We can see that our crude extraction and parsing methods are far from perfect – words like “Twitter” and “Facebook” appear in most articles because of the social media links at the bottom of each article, so their presence doesn’t mean that Facebook and Twitter themselves are in the news today. Similarly, words like “From” aren’t nouns, and other words like “BBC” and “Business” are also included because they appear on each page, outside of the main article text.
Where next?
We’ve completed the basics of web scraping and have looked at how the web works, how to extract information from web pages, and how to do some very basic text extraction. You will probably want to do something other than extract words from BBC! You can fork this Repl from https://repl.it/@GarethDwyer1/beginnerwebscraping and modify it to change which site it scrapes and what content it extracts. You can also join the Repl Discord Server to chat with other developers who are working on similar projects and who will happily exchange ideas with you or help if you get stuck.
We have walked through a very flexible method of web scraping, but it’s the “quick and dirty” way. If BBC updates their website and some of our assumptions (e.g. that news URLs will end with a number) break, our web scraper will also break.

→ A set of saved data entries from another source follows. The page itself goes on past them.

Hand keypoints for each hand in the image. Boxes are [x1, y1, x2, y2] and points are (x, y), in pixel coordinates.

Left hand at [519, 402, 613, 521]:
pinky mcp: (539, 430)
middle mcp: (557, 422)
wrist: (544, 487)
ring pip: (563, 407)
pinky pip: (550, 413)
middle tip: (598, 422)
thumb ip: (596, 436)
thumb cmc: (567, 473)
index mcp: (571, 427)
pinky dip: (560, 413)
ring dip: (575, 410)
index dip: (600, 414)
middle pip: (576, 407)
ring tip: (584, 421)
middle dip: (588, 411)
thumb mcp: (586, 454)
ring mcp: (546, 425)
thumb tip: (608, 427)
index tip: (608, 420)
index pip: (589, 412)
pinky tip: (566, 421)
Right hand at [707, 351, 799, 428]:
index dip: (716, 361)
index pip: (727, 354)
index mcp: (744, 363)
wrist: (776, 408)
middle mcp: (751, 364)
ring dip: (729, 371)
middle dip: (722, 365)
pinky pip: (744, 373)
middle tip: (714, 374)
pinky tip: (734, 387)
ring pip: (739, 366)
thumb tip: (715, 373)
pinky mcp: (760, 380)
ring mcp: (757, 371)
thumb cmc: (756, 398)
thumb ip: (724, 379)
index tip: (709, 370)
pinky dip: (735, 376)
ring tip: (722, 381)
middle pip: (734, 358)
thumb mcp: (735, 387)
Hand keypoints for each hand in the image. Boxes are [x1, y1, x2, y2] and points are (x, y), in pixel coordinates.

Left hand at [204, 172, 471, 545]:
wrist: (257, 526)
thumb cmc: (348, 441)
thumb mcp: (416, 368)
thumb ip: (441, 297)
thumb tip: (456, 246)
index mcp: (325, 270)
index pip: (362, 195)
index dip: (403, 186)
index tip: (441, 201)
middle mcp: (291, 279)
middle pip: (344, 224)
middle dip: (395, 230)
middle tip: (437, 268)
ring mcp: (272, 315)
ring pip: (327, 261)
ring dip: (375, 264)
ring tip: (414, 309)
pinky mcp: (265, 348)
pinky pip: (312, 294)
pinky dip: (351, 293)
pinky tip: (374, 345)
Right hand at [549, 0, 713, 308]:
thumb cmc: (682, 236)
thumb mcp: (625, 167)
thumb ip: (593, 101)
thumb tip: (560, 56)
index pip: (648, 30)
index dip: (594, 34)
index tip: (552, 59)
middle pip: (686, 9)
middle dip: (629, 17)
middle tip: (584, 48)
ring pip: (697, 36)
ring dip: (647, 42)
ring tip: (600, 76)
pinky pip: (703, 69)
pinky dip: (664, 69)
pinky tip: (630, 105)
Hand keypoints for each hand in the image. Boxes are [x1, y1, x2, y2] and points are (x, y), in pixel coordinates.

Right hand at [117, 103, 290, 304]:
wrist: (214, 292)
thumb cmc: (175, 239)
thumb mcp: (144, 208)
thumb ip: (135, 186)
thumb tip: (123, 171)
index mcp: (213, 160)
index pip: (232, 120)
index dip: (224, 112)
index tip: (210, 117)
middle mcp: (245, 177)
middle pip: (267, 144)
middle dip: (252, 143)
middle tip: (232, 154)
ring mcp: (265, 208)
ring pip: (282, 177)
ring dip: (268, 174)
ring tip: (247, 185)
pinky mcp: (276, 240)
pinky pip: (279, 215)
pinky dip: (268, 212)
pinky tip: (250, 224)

Python Web Scraping Deutsch Free
Once you’ve done a bit of web scraping, you’ll notice that the same patterns and problems come up again and again. Because of this, there are many frameworks and other tools that solve these common problems (finding all the URLs on the page, extracting text from the other code, dealing with changing web sites, etc), and for any big web scraping project, you’ll definitely want to use these instead of starting from scratch.
Python Web Scraping Deutsch Pdf
Some of the best Python web scraping tools are:
- Scrapy: A framework used by people who want to scrape millions or even billions of web pages. Scrapy lets you build “spiders” – programmatic robots that move around the web at high speed, gathering data based on rules that you specify.
- Newspaper: we touched on how it was difficult to separate the main text of an online news article from all the other content on the page (headers, footers, adverts, etc). This problem is an incredibly difficult one to solve. Newspaper uses a combination of manually specified rules and some clever algorithms to remove the “boilerplate” or non-core text from each article.
- Selenium: we scraped some basic content without using a web browser, and this works fine for images and text. Many parts of the modern web are dynamic though – e.g. they only load when you scroll down a page far enough or click on a button to reveal more content. These dynamic sites are challenging to scrape, but Selenium allows you to fire up a real web browser and control it just as a human would (but automatically), and this allows you to access this kind of dynamic content.
There is no shortage of other tools, and a lot can be done simply by using them in combination with each other. Web scraping is a vast world that we’ve only just touched on, but we’ll explore some more web scraping use cases in the next tutorial, in particular, building news word clouds. You can also find more tutorials like this one here.